MPS and MFT have been in negotiations since April 2018, and the next negotiation session is Thursday, October 11th.The union has four bargaining demands:
1. Eliminate the proposed step freeze for workers for their annual pay raise that is currently on the table. The district incentivizes workers to take jobs in the district by showing them and advertising the pay scale, and so it’s disingenuous for the district to hold the annual wage increases hostage in contract negotiations. A step freeze hasn’t been implemented since 2006.
2. Equal pay for equal work for Parent Liaisons and Family Liaisons that do the same work but for $2/hour differences in wages.
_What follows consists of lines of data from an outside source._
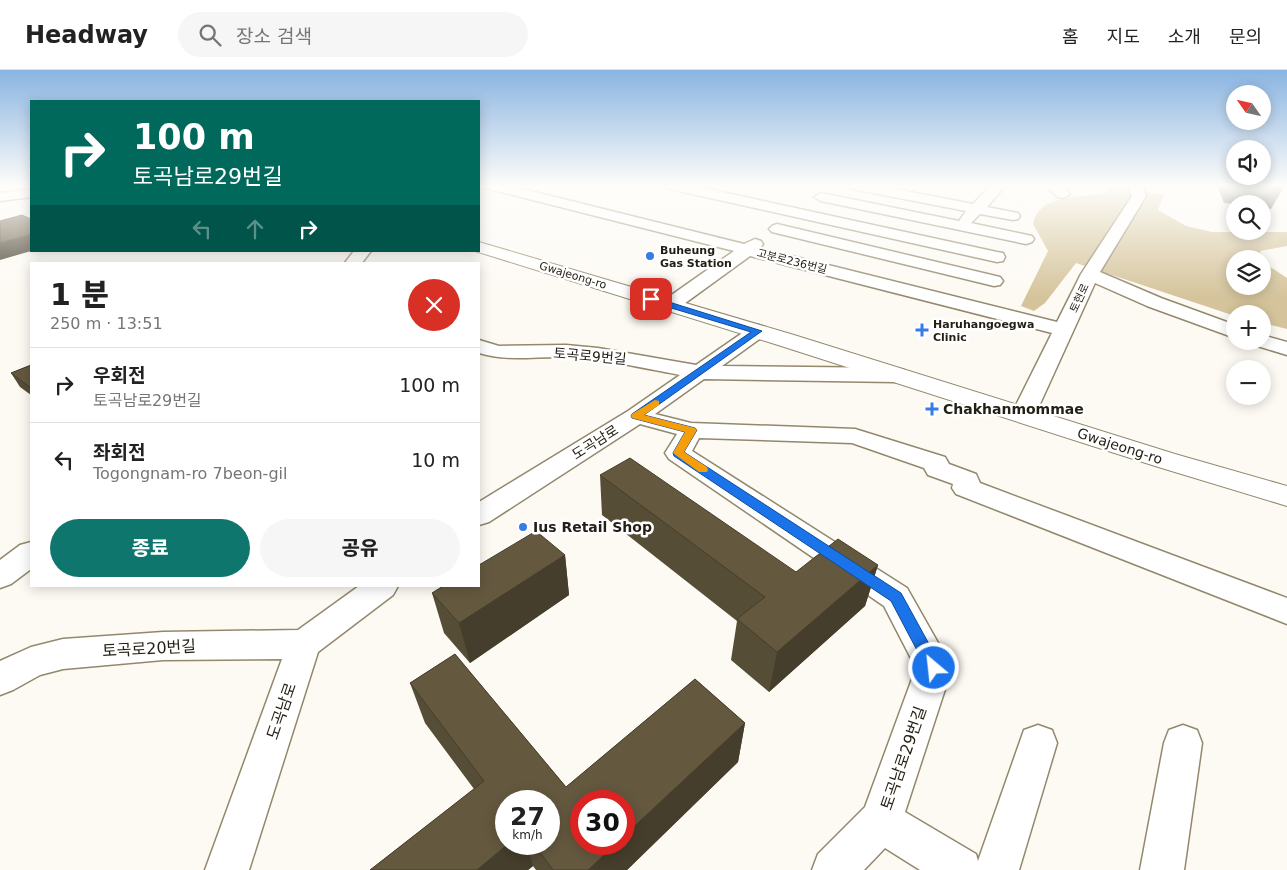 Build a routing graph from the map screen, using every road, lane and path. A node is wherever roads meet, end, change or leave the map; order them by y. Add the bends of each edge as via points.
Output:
1 (637, 222) edge
2 (784, 222) edge
3 (841, 222) edge
4 (942, 222) edge
5 (963, 222) edge
6 (1122, 222) edge
7 (960, 226) junction
8 (776, 228) junction
9 (1026, 239) dead end
10 (944, 245) junction
11 (480, 247) edge
12 (746, 250) junction
13 (362, 252) edge
14 (997, 257) dead end
15 (354, 262) edge
16 (926, 265) junction
17 (1090, 274) junction
18 (994, 281) dead end
19 (904, 290) junction
20 (670, 305) junction
21 (1226, 329) edge
22 (1064, 330) junction
23 (758, 331) junction
24 (1271, 344) edge
25 (480, 346) edge
26 (1287, 349) edge
27 (701, 372) junction
28 (896, 375) junction
29 (1023, 415) junction
30 (636, 416) junction
31 (692, 430) junction
32 (1287, 496) edge
33 (480, 513) edge
34 (30, 555) edge
35 (0, 576) edge
36 (381, 587) edge
37 (1287, 611) edge
38 (304, 644) junction
39 (0, 679) edge
40 (1038, 743) dead end
41 (1183, 743) dead end
42 (881, 821) junction
43 (227, 870) edge
44 (834, 870) edge
45 (960, 870) edge
46 (998, 870) edge
47 (1162, 870) edge

1 - 12 street, 고분로236번길
2 - 8 street
3 - 10 street
4 - 7 street
5 - 7 street
6 - 17 street, 토현로
7 - 9 street
7 - 10 street
8 - 12 street
8 - 16 street
10 - 14 street
10 - 16 street
11 - 20 main road, Gwajeong-ro
12 - 19 street, 고분로236번길
12 - 20 street
13 - 15 street
16 - 18 street
16 - 19 street
17 - 21 street
17 - 22 street, 토현로
19 - 22 street, 고분로236번길
20 - 23 main road, Gwajeong-ro
22 - 29 street, 토현로
23 - 27 street, 도곡남로
23 - 28 main road, Gwajeong-ro
24 - 26 street
25 - 27 street, 토곡로9번길 via 498,352 598,354
27 - 28 street, Gwajeong-ro
27 - 30 street, 도곡남로
28 - 29 main road, Gwajeong-ro
29 - 32 main road, Gwajeong-ro
30 - 31 street
30 - 33 street, 도곡남로
31 - 37 street via 855,436 936,463 937,469 967,480 966,488
31 - 42 street, 토곡남로29번길 via 678,453 896,597 934,668
34 - 35 street
36 - 38 street
38 - 39 street, 토곡로20번길 via 162,646 63,654 31,662
38 - 43 street, 도곡남로
40 - 46 street
41 - 47 lane
42 - 44 street, 토곡남로29번길
42 - 45 street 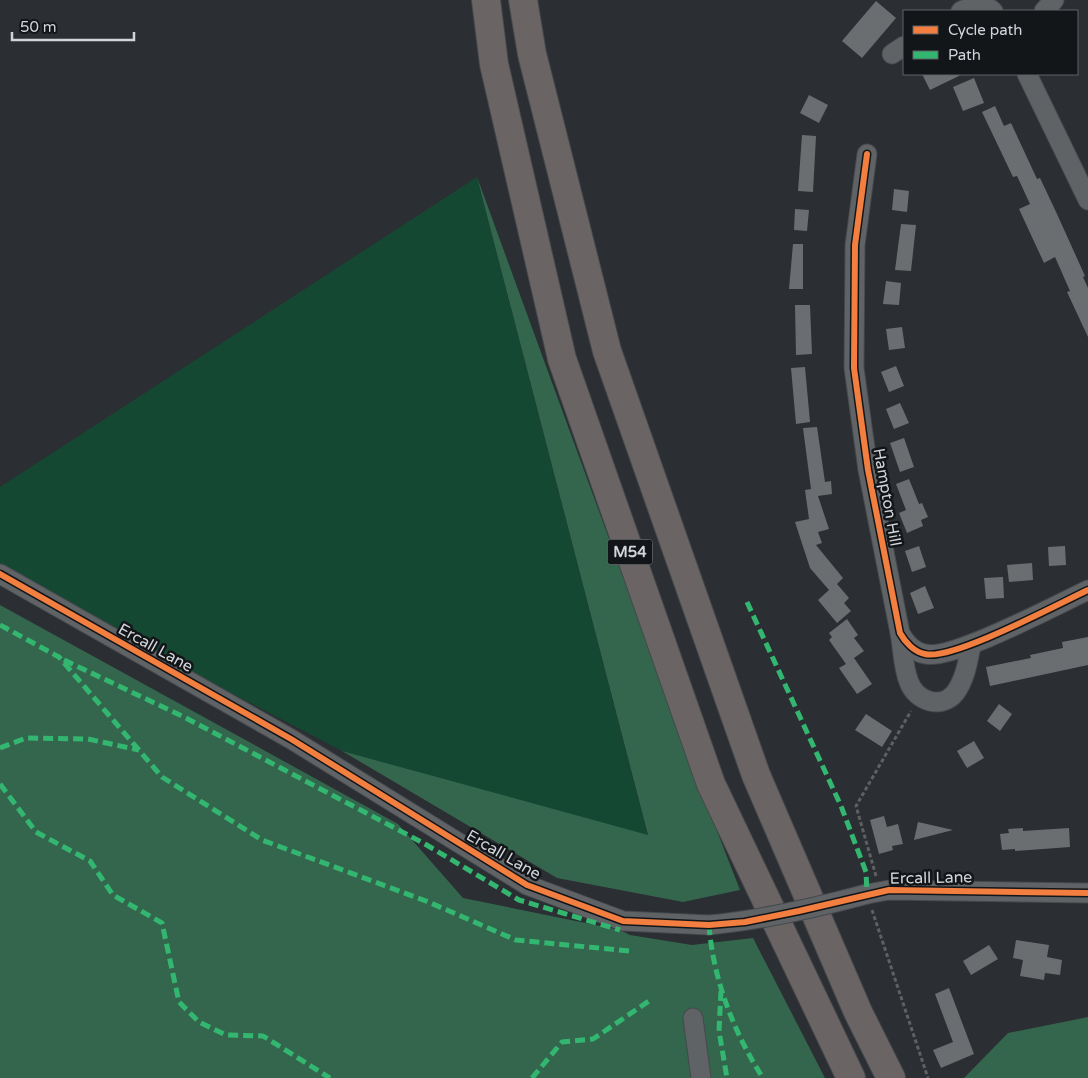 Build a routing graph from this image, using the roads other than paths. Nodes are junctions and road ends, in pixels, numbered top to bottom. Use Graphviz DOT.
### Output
graph roads {
  1 [pos="486,0"];
  2 [pos="523,0"];
  3 [pos="1054,0"];
  4 [pos="989,6"];
  5 [pos="964,10"];
  6 [pos="1045,10"];
  7 [pos="1027,75"];
  8 [pos="867,154"];
  9 [pos="1088,200"];
  10 [pos="0,574"];
  11 [pos="1088,590"];
  12 [pos="900,633"];
  13 [pos="971,646"];
  14 [pos="1088,893"];
  15 [pos="694,1018"];
  16 [pos="700,1078"];
  17 [pos="851,1078"];
  18 [pos="890,1078"];
  1 -- 17 [label="highway, M54"];
  2 -- 18 [label="highway, M54"];
  3 -- 6 [label="street"];
  4 -- 5 [label="street"];
  7 -- 9 [label="street"];
  8 -- 12 [label="street, Hampton Hill"];
  10 -- 14 [label="street, Ercall Lane, bridge"];
  11 -- 13 [label="street, Hampton Hill"];
  12 -- 13 [label="street, Hampton Hill"];
  12 -- 13 [label="street, Hampton Hill"];
  15 -- 16 [label="street"];
} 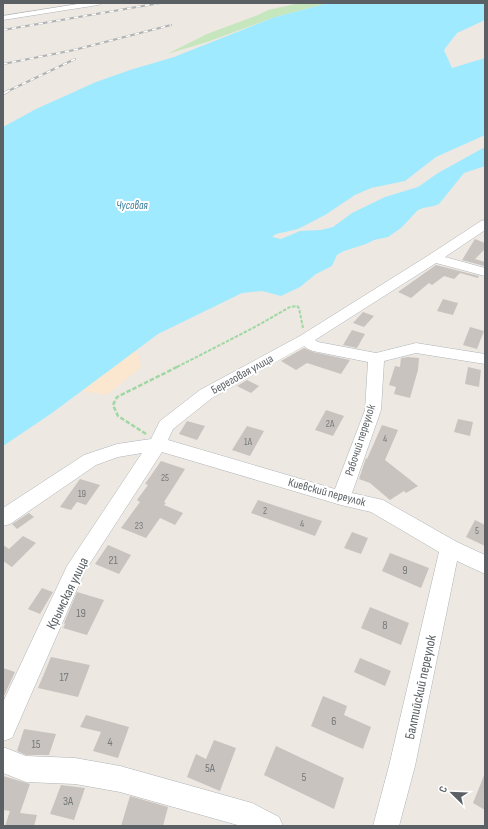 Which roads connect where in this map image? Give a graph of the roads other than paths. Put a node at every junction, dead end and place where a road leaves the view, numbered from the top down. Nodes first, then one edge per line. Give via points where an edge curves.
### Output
1 (98, 3) edge
2 (3, 18) edge
3 (485, 224) edge
4 (434, 258) junction
5 (485, 272) edge
6 (306, 339) junction
7 (376, 358) junction
8 (485, 359) edge
9 (158, 444) junction
10 (341, 498) junction
11 (3, 518) edge
12 (450, 548) junction
13 (485, 565) edge
14 (3, 729) edge
15 (3, 760) edge
16 (270, 826) edge
17 (386, 826) edge

1 - 2 street
3 - 4 street, Береговая улица
4 - 5 street
4 - 6 street, Береговая улица
6 - 7 street via 313,346
6 - 9 street, Береговая улица via 206,394 166,425
7 - 8 street via 416,348
7 - 10 street, Рабочий переулок via 372,410
9 - 10 street, Киевский переулок
9 - 11 street via 117,451 90,460
9 - 14 street, Крымская улица via 77,566
10 - 12 street, Киевский переулок via 376,505
12 - 13 street, Киевский переулок
12 - 17 street, Балтийский переулок via 402,766
15 - 16 street via 26,769 75,771 120,779 252,816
MPS created this disparity in bypassing the Collective Bargaining Agreement by unilaterally creating the Parent Liaison position at a lower wage.
3. Take all break concessions off the table for Minneapolis Kids Child Care Assistants. The district is insisting that Mpls Kids workers who work split shifts in the mornings and afternoons give up their paid breaks.
4. Increase the across the board pay raise of 1% to at least keep up with inflation, which was most recently marked at 2.7%. In 2001, Special Education Assistants started at $14.80/hour, and in 2018 they start at $17.15/hour. When the 2001 starting wage is adjusted for inflation, it would be $21.02/hour, which means that SEA wages have decreased 18% over the last 17 years.